EDIT: After thinking about this revamped my entire post.
I just want apologize as I didn’t mean to make this a heated discussion. I got annoyed over a misconception, partly based on past memories of the Kingdom of Amular thread, that made me see a perspective that probably wasn’t there.
In general it was the idea that because person A likes something that to them seems so obviously likable, then of course person B should also like it. Also that because person A has a personality that can easily ignore X that person B should be able to do the same. It is that type of sentiment that tends to be somewhat annoying, if best ignored I know.
But that is why I used the phrase over-simplifying, because that is what it is when you don’t take into consideration the fact that while one person might be able to easily tune out or tolerate some things in an MMO, another person may not. I went into detail and had to edit my post as I was up to 15 paragraphs. But just think about things like time, tolerance levels for other people’s behavior, money, commercialization, social pressure and aspects … all things that different people handle in different ways. Just telling someone to ignore all that and treat an MMO as an SRPG is a simplification.

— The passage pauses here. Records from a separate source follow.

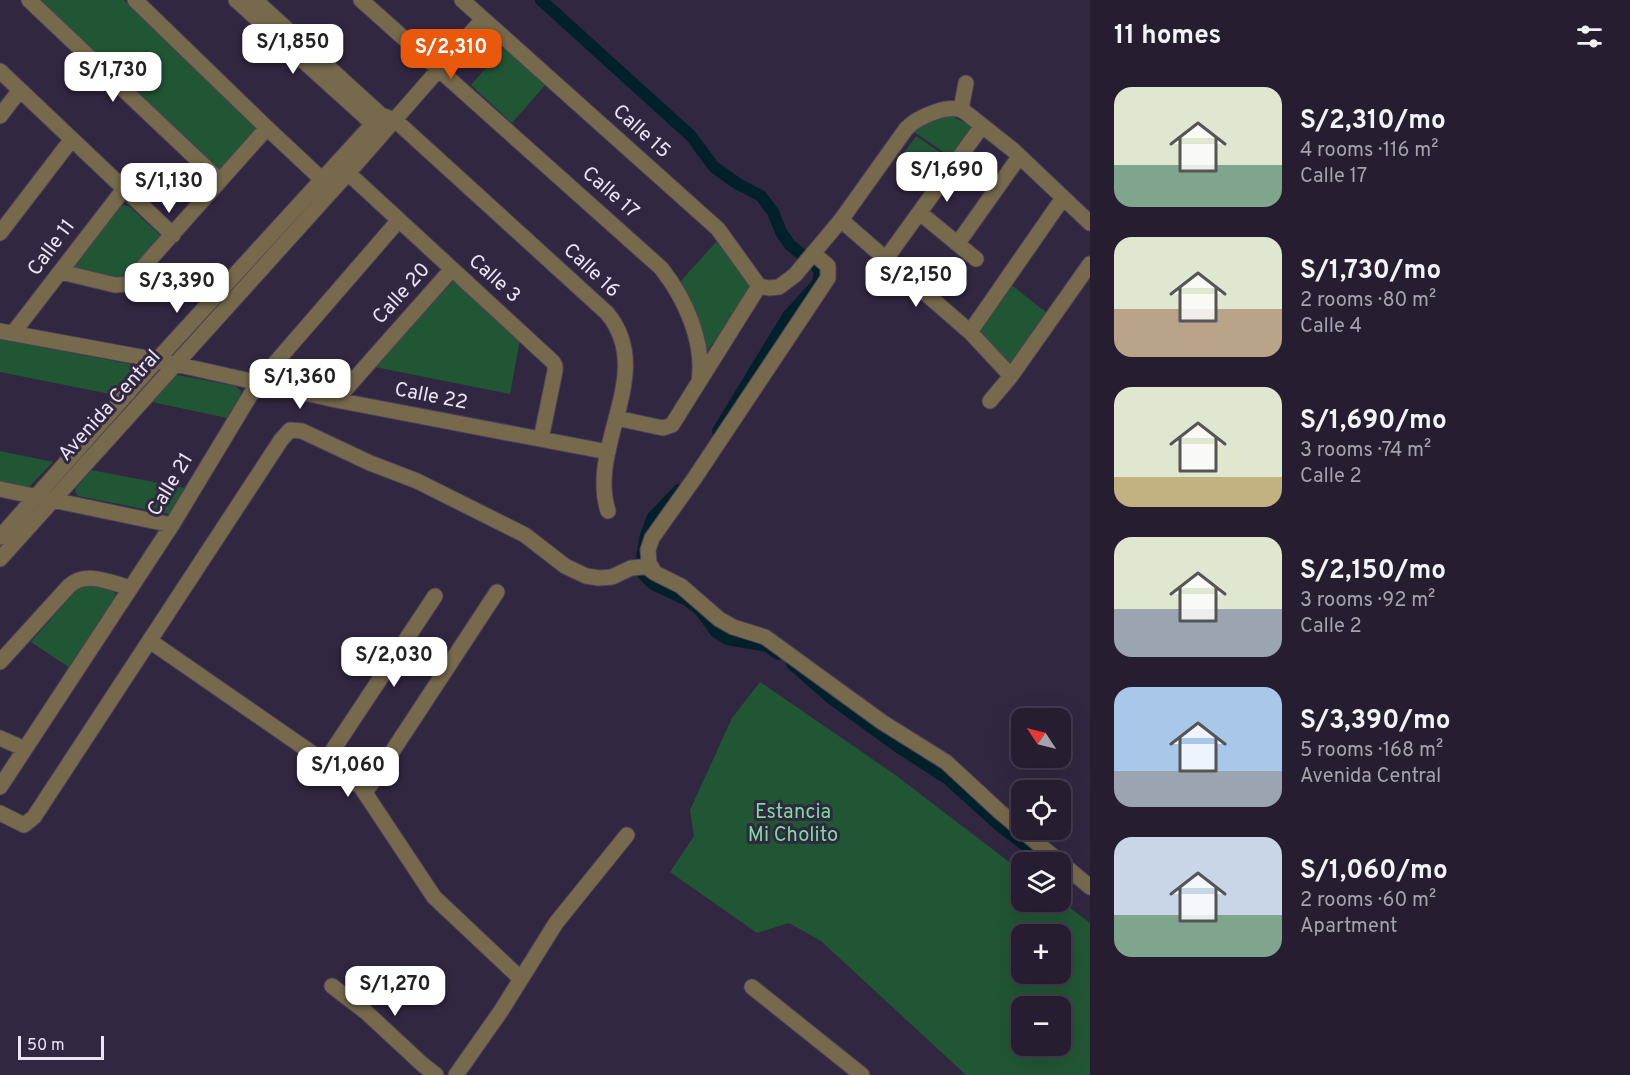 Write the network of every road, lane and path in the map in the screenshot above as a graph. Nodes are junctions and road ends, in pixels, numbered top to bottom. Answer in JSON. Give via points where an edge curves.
{"nodes":[{"id":1,"x":29,"y":0,"type":"edge"},
{"id":2,"x":135,"y":0,"type":"edge"},
{"id":3,"x":236,"y":0,"type":"edge"},
{"id":4,"x":255,"y":0,"type":"edge"},
{"id":5,"x":361,"y":0,"type":"edge"},
{"id":6,"x":462,"y":0,"type":"edge"},
{"id":7,"x":483,"y":19,"type":"junction"},
{"id":8,"x":438,"y":69,"type":"junction"},
{"id":9,"x":0,"y":71,"type":"edge"},
{"id":10,"x":966,"y":83,"type":"dead end"},
{"id":11,"x":20,"y":90,"type":"junction"},
{"id":12,"x":961,"y":109,"type":"junction"},
{"id":13,"x":0,"y":116,"type":"edge"},
{"id":14,"x":383,"y":120,"type":"junction"},
{"id":15,"x":982,"y":126,"type":"junction"},
{"id":16,"x":267,"y":128,"type":"junction"},
{"id":17,"x":72,"y":139,"type":"junction"},
{"id":18,"x":1019,"y":158,"type":"junction"},
{"id":19,"x":348,"y":173,"type":"junction"},
{"id":20,"x":220,"y":181,"type":"junction"},
{"id":21,"x":328,"y":184,"type":"junction"},
{"id":22,"x":124,"y":189,"type":"junction"},
{"id":23,"x":1063,"y":198,"type":"junction"},
{"id":24,"x":920,"y":213,"type":"junction"},
{"id":25,"x":399,"y":220,"type":"junction"},
{"id":26,"x":841,"y":220,"type":"junction"},
{"id":27,"x":1090,"y":223,"type":"edge"},
{"id":28,"x":0,"y":233,"type":"edge"},
{"id":29,"x":173,"y":235,"type":"junction"},
{"id":30,"x":958,"y":243,"type":"junction"},
{"id":31,"x":811,"y":257,"type":"junction"},
{"id":32,"x":976,"y":259,"type":"dead end"},
{"id":33,"x":885,"y":260,"type":"junction"},
{"id":34,"x":1090,"y":264,"type":"edge"},
{"id":35,"x":452,"y":269,"type":"junction"},
{"id":36,"x":61,"y":272,"type":"junction"},
{"id":37,"x":759,"y":286,"type":"junction"},
{"id":38,"x":7,"y":332,"type":"edge"},
{"id":39,"x":970,"y":332,"type":"junction"},
{"id":40,"x":157,"y":360,"type":"junction"},
{"id":41,"x":175,"y":365,"type":"junction"},
{"id":42,"x":1011,"y":376,"type":"junction"},
{"id":43,"x":699,"y":382,"type":"junction"},
{"id":44,"x":257,"y":384,"type":"junction"},
{"id":45,"x":336,"y":400,"type":"junction"},
{"id":46,"x":990,"y":401,"type":"dead end"},
{"id":47,"x":616,"y":418,"type":"junction"},
{"id":48,"x":541,"y":439,"type":"junction"},
{"id":49,"x":608,"y":452,"type":"junction"},
{"id":50,"x":0,"y":489,"type":"edge"},
{"id":51,"x":36,"y":496,"type":"junction"},
{"id":52,"x":53,"y":500,"type":"junction"},
{"id":53,"x":608,"y":511,"type":"dead end"},
{"id":54,"x":172,"y":525,"type":"junction"},
{"id":55,"x":0,"y":537,"type":"edge"},
{"id":56,"x":0,"y":559,"type":"edge"},
{"id":57,"x":648,"y":569,"type":"junction"},
{"id":58,"x":131,"y":588,"type":"junction"},
{"id":59,"x":497,"y":592,"type":"dead end"},
{"id":60,"x":435,"y":596,"type":"dead end"},
{"id":61,"x":150,"y":641,"type":"junction"},
{"id":62,"x":0,"y":662,"type":"edge"},
{"id":63,"x":0,"y":738,"type":"edge"},
{"id":64,"x":25,"y":749,"type":"junction"},
{"id":65,"x":325,"y":762,"type":"junction"},
{"id":66,"x":0,"y":787,"type":"edge"},
{"id":67,"x":365,"y":793,"type":"junction"},
{"id":68,"x":0,"y":813,"type":"edge"},
{"id":69,"x":627,"y":835,"type":"dead end"},
{"id":70,"x":1090,"y":887,"type":"edge"},
{"id":71,"x":521,"y":979,"type":"junction"},
{"id":72,"x":332,"y":986,"type":"dead end"},
{"id":73,"x":752,"y":987,"type":"dead end"},
{"id":74,"x":436,"y":1075,"type":"edge"},
{"id":75,"x":456,"y":1075,"type":"edge"},
{"id":76,"x":862,"y":1075,"type":"edge"}],
"edges":[{"from":1,"to":20,"type":"street"},
{"from":2,"to":16,"type":"street"},
{"from":3,"to":14,"type":"street"},
{"from":4,"to":14,"type":"street"},
{"from":5,"to":8,"type":"street","name":"Calle 17"},
{"from":6,"to":7,"type":"street","name":"Calle 15"},
{"from":7,"to":8,"type":"street"},
{"from":7,"to":37,"type":"street","name":"Calle 15","via":[[718,229]]},
{"from":8,"to":14,"type":"street"},
{"from":8,"to":43,"type":"street","name":"Calle 17","via":[[661,268],[683,299],[692,325],[700,363]]},
{"from":9,"to":11,"type":"street"},
{"from":10,"to":12,"type":"street"},
{"from":11,"to":13,"type":"street"},
{"from":11,"to":17,"type":"street"},
{"from":12,"to":15,"type":"street"},
{"from":12,"to":26,"type":"street","via":[[947,109],[914,120]]},
{"from":14,"to":19,"type":"street","name":"Avenida Central"},
{"from":14,"to":21,"type":"street","name":"Avenida Central"},
{"from":14,"to":47,"type":"street","name":"Calle 16","via":[[607,313],[622,336],[626,358]]},
{"from":15,"to":18,"type":"street"},
{"from":15,"to":24,"type":"street"},
{"from":16,"to":20,"type":"street"},
{"from":16,"to":21,"type":"street"},
{"from":17,"to":22,"type":"street"},
{"from":17,"to":28,"type":"street"},
{"from":18,"to":23,"type":"street"},
{"from":18,"to":30,"type":"street"},
{"from":19,"to":21,"type":"street","name":"Avenida Central"},
{"from":19,"to":25,"type":"street","name":"Calle 3"},
{"from":20,"to":29,"type":"street"},
{"from":21,"to":40,"type":"street","name":"Avenida Central"},
{"from":21,"to":41,"type":"street","name":"Avenida Central"},
{"from":22,"to":29,"type":"street"},
{"from":22,"to":36,"type":"street","name":"Calle 11"},
{"from":23,"to":27,"type":"street"},
{"from":23,"to":39,"type":"street"},
{"from":24,"to":30,"type":"street"},
{"from":24,"to":33,"type":"street"},
{"from":25,"to":35,"type":"street","name":"Calle 3"},
{"from":25,"to":44,"type":"street","name":"Calle 21"},
{"from":26,"to":31,"type":"street"},
{"from":26,"to":33,"type":"street"},
{"from":29,"to":36,"type":"street","via":[[124,285]]},
{"from":30,"to":32,"type":"street"},
{"from":31,"to":37,"type":"street","via":[[783,285]]},
{"from":31,"to":57,"type":"street","via":[[828,266],[828,278],[652,538]]},
{"from":33,"to":39,"type":"street"},
{"from":34,"to":42,"type":"street"},
{"from":35,"to":45,"type":"street","name":"Calle 20"},
{"from":35,"to":48,"type":"street","name":"Calle 3","via":[[555,366]]},
{"from":36,"to":38,"type":"street","name":"Calle 11"},
{"from":37,"to":43,"type":"street"},
{"from":38,"to":40,"type":"street","name":"Calle 22"},
{"from":39,"to":42,"type":"street"},
{"from":40,"to":41,"type":"street","name":"Calle 22"},
{"from":40,"to":51,"type":"street","name":"Avenida Central"},
{"from":41,"to":44,"type":"street","name":"Calle 22"},
{"from":41,"to":52,"type":"street","name":"Avenida Central"},
{"from":42,"to":46,"type":"street"},
{"from":43,"to":47,"type":"street","via":[[669,427]]},
{"from":44,"to":45,"type":"street","name":"Calle 22"},
{"from":44,"to":54,"type":"street","name":"Calle 21"},
{"from":45,"to":48,"type":"street","name":"Calle 22"},
{"from":47,"to":49,"type":"street","name":"Calle 16"},
{"from":48,"to":49,"type":"street","name":"Calle 22"},
{"from":49,"to":53,"type":"street","name":"Calle 16","via":[[604,489]]},
{"from":50,"to":51,"type":"street"},
{"from":51,"to":52,"type":"street"},
{"from":51,"to":55,"type":"street","name":"Avenida Central"},
{"from":52,"to":54,"type":"street"},
{"from":52,"to":56,"type":"street","name":"Avenida Central"},
{"from":54,"to":58,"type":"street","name":"Calle 21"},
{"from":57,"to":61,"type":"street","via":[[631,568],[612,577],[586,576],[565,566],[525,535],[454,499],[290,430]]},
{"from":57,"to":70,"type":"street","via":[[681,586],[725,623],[765,637],[882,722],[946,762]]},
{"from":58,"to":62,"type":"street","via":[[91,578],[77,579]]},
{"from":58,"to":64,"type":"street","name":"Calle 21"},
{"from":59,"to":67,"type":"street"},
{"from":60,"to":65,"type":"street"},
{"from":61,"to":65,"type":"street"},
{"from":61,"to":68,"type":"street","via":[[34,817],[24,825]]},
{"from":63,"to":64,"type":"street"},
{"from":64,"to":66,"type":"street","name":"Calle 21"},
{"from":65,"to":67,"type":"street"},
{"from":67,"to":71,"type":"street","via":[[434,897]]},
{"from":69,"to":71,"type":"street","via":[[556,923]]},
{"from":71,"to":75,"type":"street"},
{"from":72,"to":74,"type":"street"},
{"from":73,"to":76,"type":"street"}]}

When it comes to the grind I was making the mistake of coming from the past. I still remember games like EQ1 where it was a brutal grind to level especially if you got hooked on the whole social aspect and wanted to keep up with your friends. Newer games are much better about disguising the grind aspects. I never felt like I was grinding in RIFT or GW2, as an example. In RIFT I stopped playing as I had done most of the casual solo play and my guild had moved into hard core raiding which I had no time or desire to do. I could have easily grinded dailies (called dailies for a reason – its repetitive content you do every day to get faction, gear, rewards, etc.) to level achievements and faction points but I hate grinding so I stopped.
So yes an MMO has gotten much better about grinds in some ways – although it does have it more clearly, IMO, than an SRPG. Another aspect is that an MMO wants people to keep playing and they can only pump out so much content. Depending on your personality, goals, and play style you may feel you have to grind to keep up with your guild or friends – this is where the social aspect adds a vastly different dimension to games than in an SRPG. What if you want this uber gear you are drooling over but it is in an elite dungeon with rare drops? Just one example of where you might feel pressure to grind that you would not in many SRPGs (not counting a game like Diablo for example).
There are so many different factors that social things bring into a game combined with the desire of developers to find ways to keep people playing and paying (whether monthly or in micro-transactions) that you can’t compare an SRPG to an MMO on an equal level. Some things are the same and other things are different.
Anyhow I didn’t mean to get intense, I was clarifying some misconceptions I thought I saw in posts and should have just ignored them.